→ ASSIGNMENT:
The response should contain only those lines of the entries below that include the string "edges".

→ Stored data entries:
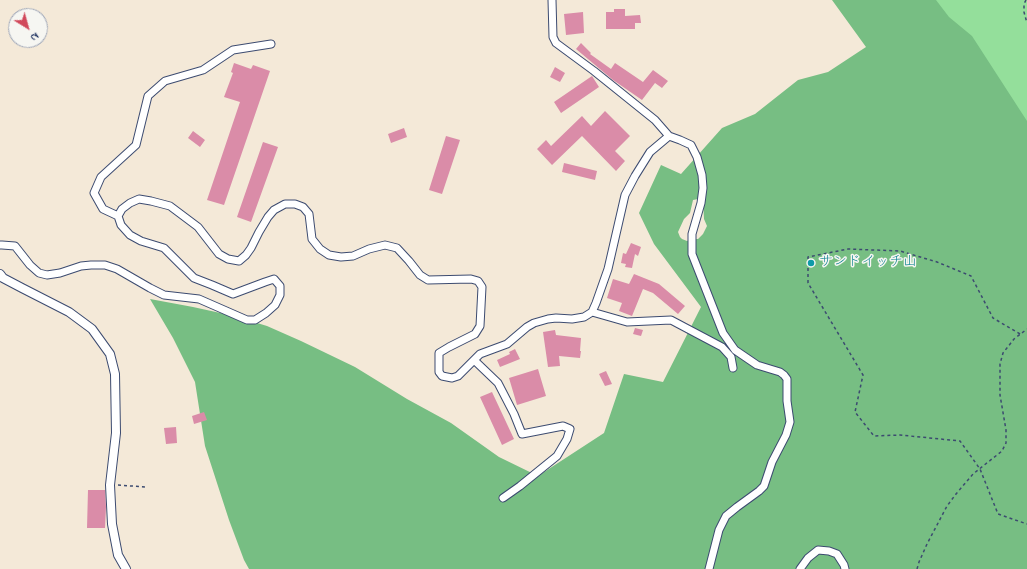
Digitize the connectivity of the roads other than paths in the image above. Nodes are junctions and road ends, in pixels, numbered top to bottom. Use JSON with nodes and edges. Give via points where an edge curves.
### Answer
{"nodes":[{"id":1,"x":552,"y":0,"type":"edge"},
{"id":2,"x":271,"y":44,"type":"dead end"},
{"id":3,"x":669,"y":136,"type":"junction"},
{"id":4,"x":118,"y":216,"type":"junction"},
{"id":5,"x":0,"y":245,"type":"edge"},
{"id":6,"x":0,"y":274,"type":"edge"},
{"id":7,"x":592,"y":312,"type":"junction"},
{"id":8,"x":474,"y":360,"type":"junction"},
{"id":9,"x":733,"y":368,"type":"dead end"},
{"id":10,"x":503,"y":498,"type":"dead end"},
{"id":11,"x":126,"y":569,"type":"edge"},
{"id":12,"x":709,"y":569,"type":"edge"},
{"id":13,"x":800,"y":569,"type":"edge"},
{"id":14,"x":845,"y":569,"type":"edge"}],
"edges":[{"from":1,"to":3,"type":"street","via":[[553,37],[556,43],[655,120]]},
{"from":2,"to":4,"type":"street","via":[[233,50],[203,70],[165,81],[148,96],[136,145],[101,178],[94,193],[103,209]]},
{"from":3,"to":7,"type":"street","via":[[650,152],[625,195],[608,269]]},
{"from":3,"to":12,"type":"street","via":[[692,145],[702,175],[703,188],[692,234],[692,254],[723,332],[735,350],[757,365],[784,374],[787,379],[790,422],[786,435],[772,462],[764,486],[726,516],[719,530]]},
{"from":4,"to":5,"type":"street","via":[[130,235],[164,248],[194,278],[233,294],[274,279],[280,286],[280,295],[266,313],[255,320],[247,320],[199,299],[164,295],[117,269],[104,266],[81,266],[47,275],[39,273],[15,246]]},
{"from":4,"to":8,"type":"street","via":[[122,209],[139,199],[170,206],[198,227],[219,254],[228,260],[239,261],[251,248],[274,210],[285,204],[303,207],[309,214],[312,239],[329,255],[353,256],[385,245],[397,248],[420,275],[428,280],[478,281],[482,287],[480,326],[475,334],[440,353],[438,372],[442,376],[452,378],[458,376]]},
{"from":6,"to":11,"type":"street","via":[[3,278],[69,312],[92,329],[110,354],[115,374],[116,433],[110,485],[112,524],[118,555]]},
{"from":7,"to":8,"type":"street","via":[[584,317],[556,318],[534,323],[507,344],[480,354]]},
{"from":7,"to":9,"type":"street","via":[[627,322],[671,320],[722,347],[731,357]]},
{"from":8,"to":10,"type":"street","via":[[498,383],[522,434],[563,426],[570,429],[557,456]]},
{"from":13,"to":14,"type":"street","via":[[818,550],[837,554]]}]}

→ SOLVED EXERCISE:
Digitize the connectivity of the roads other than paths in the image above. Nodes are junctions and road ends, in pixels, numbered top to bottom. Use JSON with nodes and edges. Give via points where an edge curves.
"edges":[{"from":1,"to":3,"type":"street","via":[[553,37],[556,43],[655,120]]},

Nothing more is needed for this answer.